I was reading something, somewhere (yes, I'm precise, aren't I?) where an author was quoted saying she was a re-writer - that she'd rewrite and revise until she had something she felt hit the mark.
Of course, this was someone (Judith Viorst perhaps - I read a long article on her) who had books published. I'm sure there are writers who are in a constant state of revision with nothing final.

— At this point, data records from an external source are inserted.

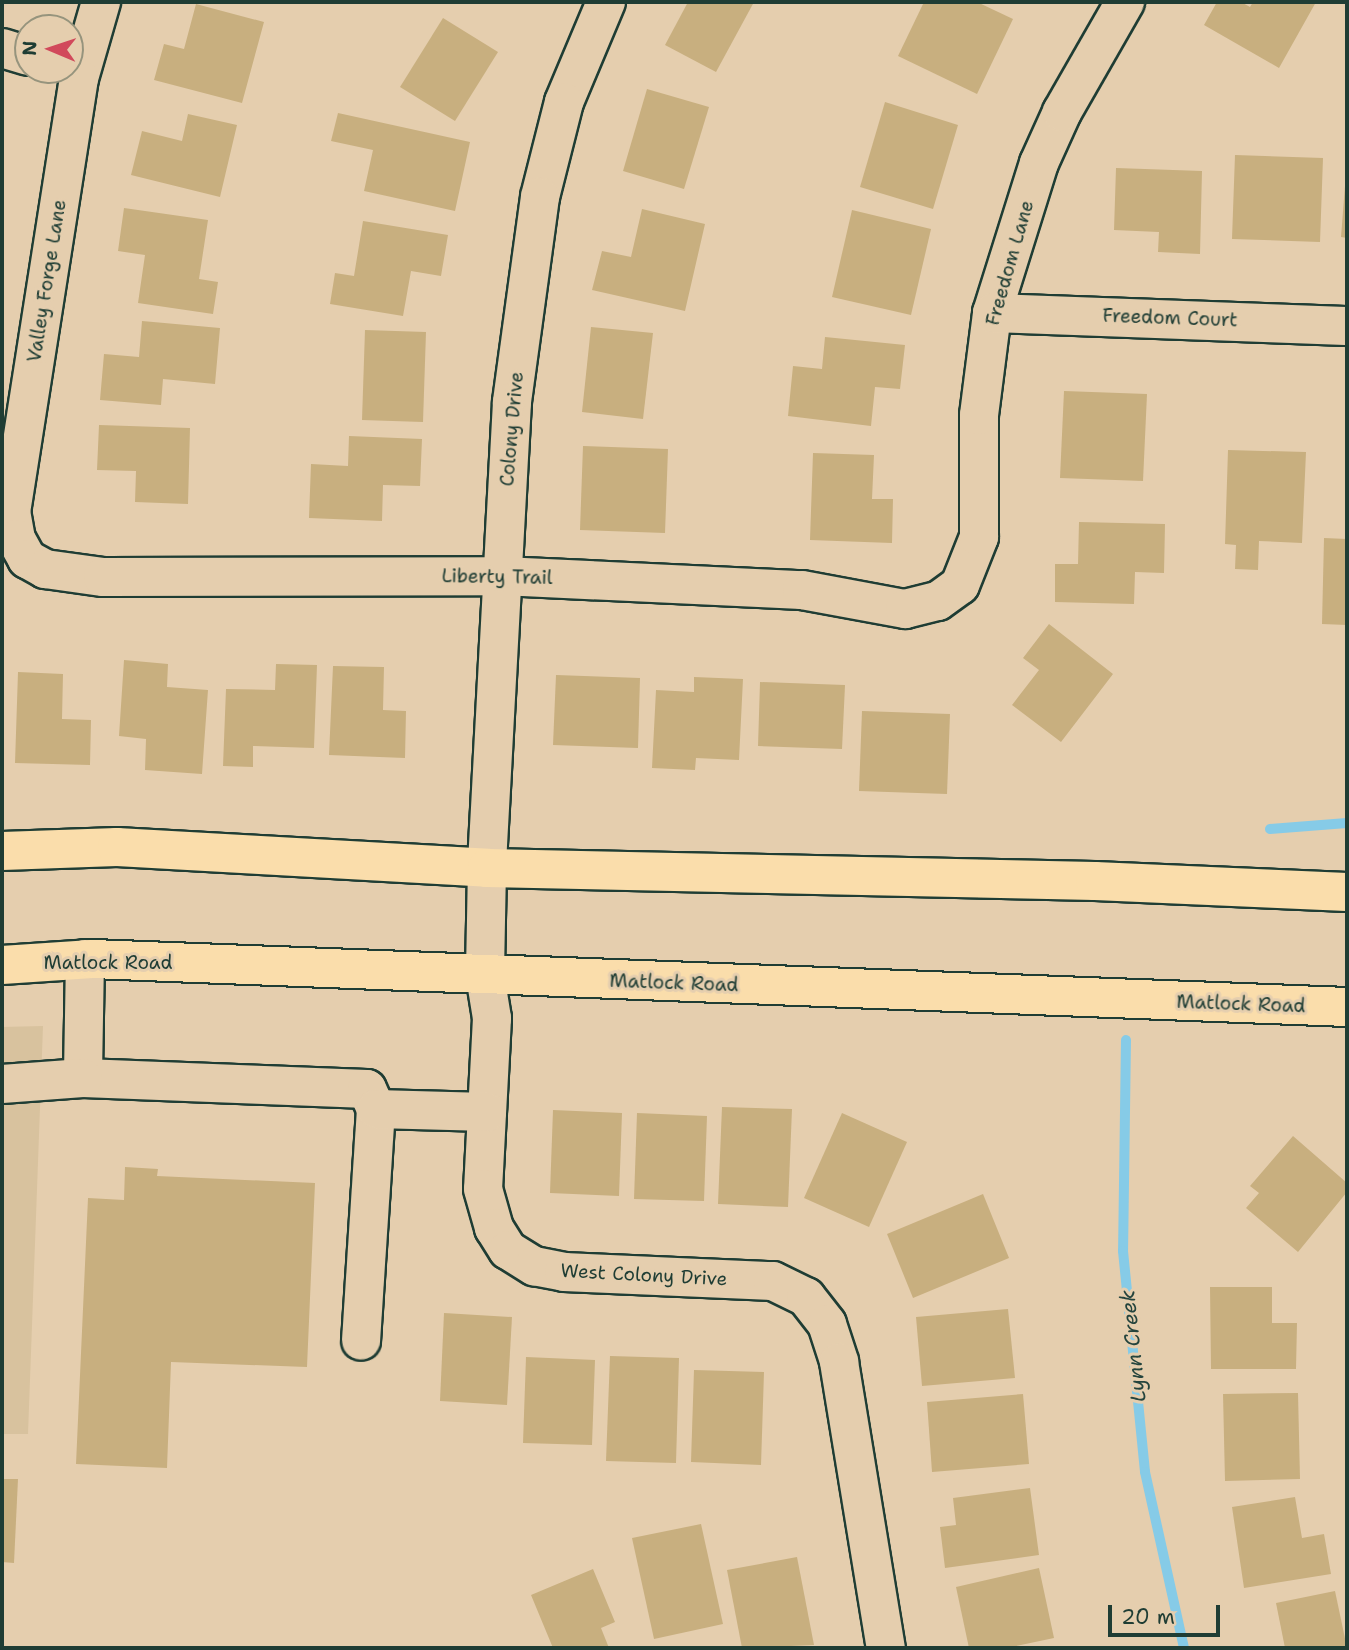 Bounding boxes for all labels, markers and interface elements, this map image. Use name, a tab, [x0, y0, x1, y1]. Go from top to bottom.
north arrow	[14, 14, 84, 84]
text: N	[17, 40, 42, 56]
street label: Valley Forge Lane	[23, 198, 71, 364]
street label: Freedom Lane	[981, 198, 1039, 328]
street label: Freedom Court	[1102, 304, 1238, 332]
street label: Colony Drive	[496, 371, 528, 487]
street label: Liberty Trail	[441, 565, 553, 589]
street label: Matlock Road	[43, 952, 173, 974]
street label: Matlock Road	[609, 969, 739, 997]
street label: Matlock Road	[1176, 990, 1306, 1018]
street label: West Colony Drive	[560, 1259, 728, 1291]
water label: Lynn Creek	[1115, 1289, 1151, 1403]
scale bar	[1111, 1590, 1223, 1634]
text: 20 m	[1121, 1603, 1175, 1631] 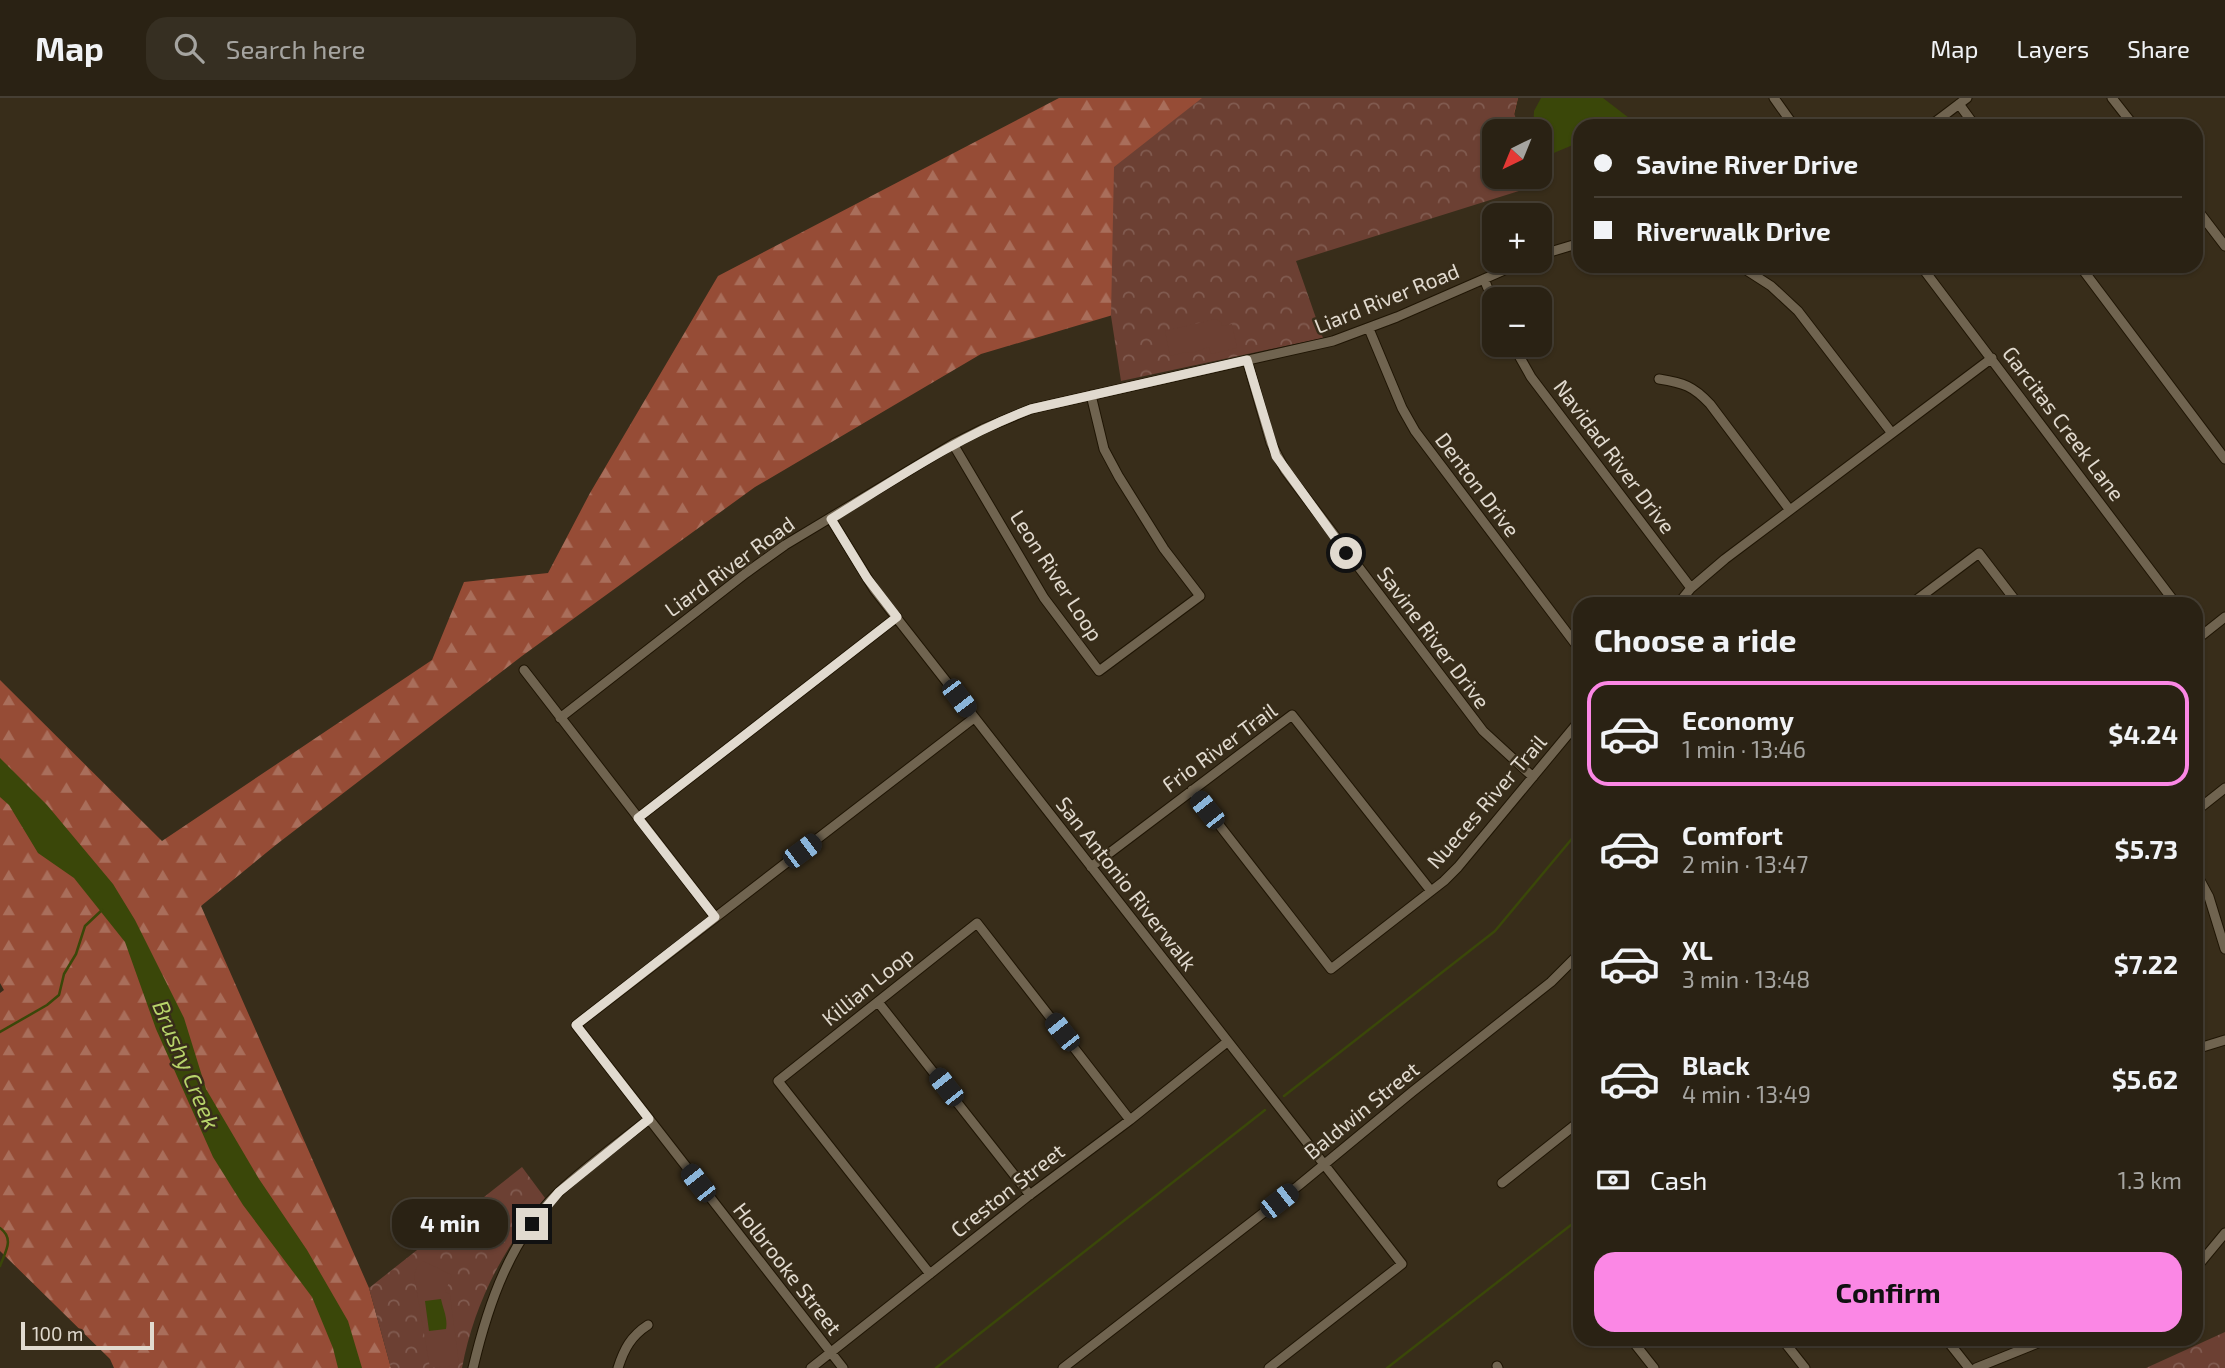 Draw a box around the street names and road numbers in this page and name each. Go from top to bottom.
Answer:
street label: Liard River Road [1310,257,1462,338]
street label: Garcitas Creek Lane [1998,341,2130,505]
street label: Navidad River Drive [1549,374,1681,538]
street label: Denton Drive [1431,427,1526,541]
street label: Leon River Loop [1006,505,1109,645]
street label: Liard River Road [659,510,799,621]
street label: Savine River Drive [1373,561,1496,713]
street label: Frio River Trail [1157,696,1282,797]
street label: Nueces River Trail [1421,728,1551,873]
street label: San Antonio Riverwalk [1052,791,1203,975]
street label: Killian Loop [816,941,918,1030]
street label: Baldwin Street [1299,1056,1424,1164]
street label: Creston Street [945,1138,1069,1242]
street label: Holbrooke Street [729,1197,848,1339]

I came out of Worldcon this year with an epiphany: I have wanted to be a writer since I was a kid, and, goddammit, I am going to make that happen. From the time I wrote and illustrated The Disastrous Dino War, it's all I've ever wanted from my life. I had practically given up on the notion, assuming that I would never see my name in a bookstore. See, I wrote nothing but sci-fi/fantasy/horror fiction until I took creative writing courses in college, where they frown upon genre fiction. Granted, I improved greatly as a writer as I wrote these realistic stories, but as a result, I figured that my writing future lay in literary fiction, which was ~*respectable*~. When I started writing plays, however, I fell back into genre without even realizing it: Vishnu Claus, an epic sci-fi drama on a spaceship, superheroes in a bar, a talking beer, a talking bow, etc. It was calling me back. I focused on playwriting because I found a supportive community who would believe in my work and bring it to an audience, and at Worldcon, I realized that I have a similarly supportive community in SFF. Saladin Ahmed let me present "Origin Stories" with him as a show of support for a new author of color in SFF, and I intend to become one. I can be diversity in SFF. I can create diversity in SFF. I haven't written a short story in five years, but my fiction drought is over. It's time to make my dreams come true. Today is my birthday, and it's my gift to myself: this time next year, I'm going to be a published author. Is that too ambitious? Oh well, I'm living by Stina Leicht's motto: Dare to suck.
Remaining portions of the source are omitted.